I shared some of the same frustrations when I first got my Ridgid Saw. Now I can make the zero clearance inserts quickly and since they are for my saw they probably fit better. The wide opening in the supplied insert is so that the blade can tilt without hitting it.
You'll enjoy the saw for sure, it is a very good investment.
Welcome to Lumberjocks!


----------



## khays (Aug 16, 2009)

Good luck in the future projects with your saw.

I acquired some baltic birch plywood from a cabinet shop they were going to cut up so that is what I've made all of my ZCI's out of. Once you get the first couple down pat the rest come very easy.

Is this your first zci or have you made some in the past? If it's your first I can provide a video that will probably help you.

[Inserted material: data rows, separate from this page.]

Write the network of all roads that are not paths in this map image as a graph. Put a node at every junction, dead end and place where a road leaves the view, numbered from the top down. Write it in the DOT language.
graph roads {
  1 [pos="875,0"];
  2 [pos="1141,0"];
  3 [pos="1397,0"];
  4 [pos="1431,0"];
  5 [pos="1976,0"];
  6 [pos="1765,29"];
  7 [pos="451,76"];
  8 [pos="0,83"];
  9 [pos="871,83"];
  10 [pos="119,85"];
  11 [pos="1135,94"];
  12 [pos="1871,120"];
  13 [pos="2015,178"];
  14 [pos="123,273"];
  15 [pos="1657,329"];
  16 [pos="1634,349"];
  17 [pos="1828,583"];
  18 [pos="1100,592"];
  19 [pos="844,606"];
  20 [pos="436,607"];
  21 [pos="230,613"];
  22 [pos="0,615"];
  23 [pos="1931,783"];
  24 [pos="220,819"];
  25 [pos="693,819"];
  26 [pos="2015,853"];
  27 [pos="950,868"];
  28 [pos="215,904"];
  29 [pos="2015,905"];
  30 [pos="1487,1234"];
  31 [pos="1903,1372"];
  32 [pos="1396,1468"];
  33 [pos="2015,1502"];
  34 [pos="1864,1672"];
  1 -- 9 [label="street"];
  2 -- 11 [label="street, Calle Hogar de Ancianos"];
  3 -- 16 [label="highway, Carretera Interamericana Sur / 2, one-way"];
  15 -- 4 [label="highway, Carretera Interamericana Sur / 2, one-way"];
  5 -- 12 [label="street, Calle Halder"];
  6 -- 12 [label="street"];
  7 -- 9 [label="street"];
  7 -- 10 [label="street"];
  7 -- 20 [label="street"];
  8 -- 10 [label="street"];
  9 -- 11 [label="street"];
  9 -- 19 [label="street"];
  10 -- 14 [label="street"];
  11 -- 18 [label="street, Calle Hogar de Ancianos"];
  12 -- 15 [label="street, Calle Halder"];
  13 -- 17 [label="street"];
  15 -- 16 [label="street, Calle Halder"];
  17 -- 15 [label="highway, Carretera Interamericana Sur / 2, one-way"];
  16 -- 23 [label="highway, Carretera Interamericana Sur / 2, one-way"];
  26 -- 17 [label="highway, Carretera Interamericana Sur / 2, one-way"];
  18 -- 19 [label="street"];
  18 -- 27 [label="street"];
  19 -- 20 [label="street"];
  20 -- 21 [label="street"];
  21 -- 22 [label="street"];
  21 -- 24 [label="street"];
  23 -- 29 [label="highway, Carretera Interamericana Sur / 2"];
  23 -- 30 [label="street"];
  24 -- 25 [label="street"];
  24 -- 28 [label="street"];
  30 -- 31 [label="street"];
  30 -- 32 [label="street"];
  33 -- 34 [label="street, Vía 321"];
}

Anyway, I keep several zci's for 1/2, 3/4 1" stock and a few for custom dado's.

Kevin


----------



## navtalk (Jul 16, 2011)

Hi Kevin
Thanks for the response. Just a bit about my equipment, most of my large units, drill press, acra arm saw, band saw, lathe are my Fathers, purchased when I was in high school, I am 73 years old. I have a lot of hand tools much more recent vintage. My Son bought a real fixer-upper, hence the new table saw, hand drill, bel sander and other tools. I am in the process of attempting to make some matching cabinets for their kitchen. The throat plate as you have seen is inadiquate at best. I have never made a throat plate until recently, having watched a couple videos about the subject. I have made three to date but the material
I used was old 1/4 inch ply and the plates resulting are barely adequate, my original throat plate is about 1/8th inch thick which makes a bit of a problem. I made two dado zci's 1/4 and 3/4. 
Thanks again. Navtalk


----------



## acducey (Jul 17, 2011)

I recently acquired a new Rigid 4510 and promptly made a couple of ZCIs out of 12" Plywood, but for the next pair I'll try to make out of a plastic kitchen cutting board which is about 1'2 thick, stiff, and has a slick surface.


----------



## RonStewart (Jul 18, 2011)

Hi Navtalk,

> Trying to find a zero clearance insert for the standard blade and a dado blade is a lesson in futility.

This may be too late, given that you already made your own inserts, but Leecraft makes a nice insert for the R4510. You can find it at amazon.com if you search for "RIDGID R4510 Zero Clearance Insert".

Ron


----------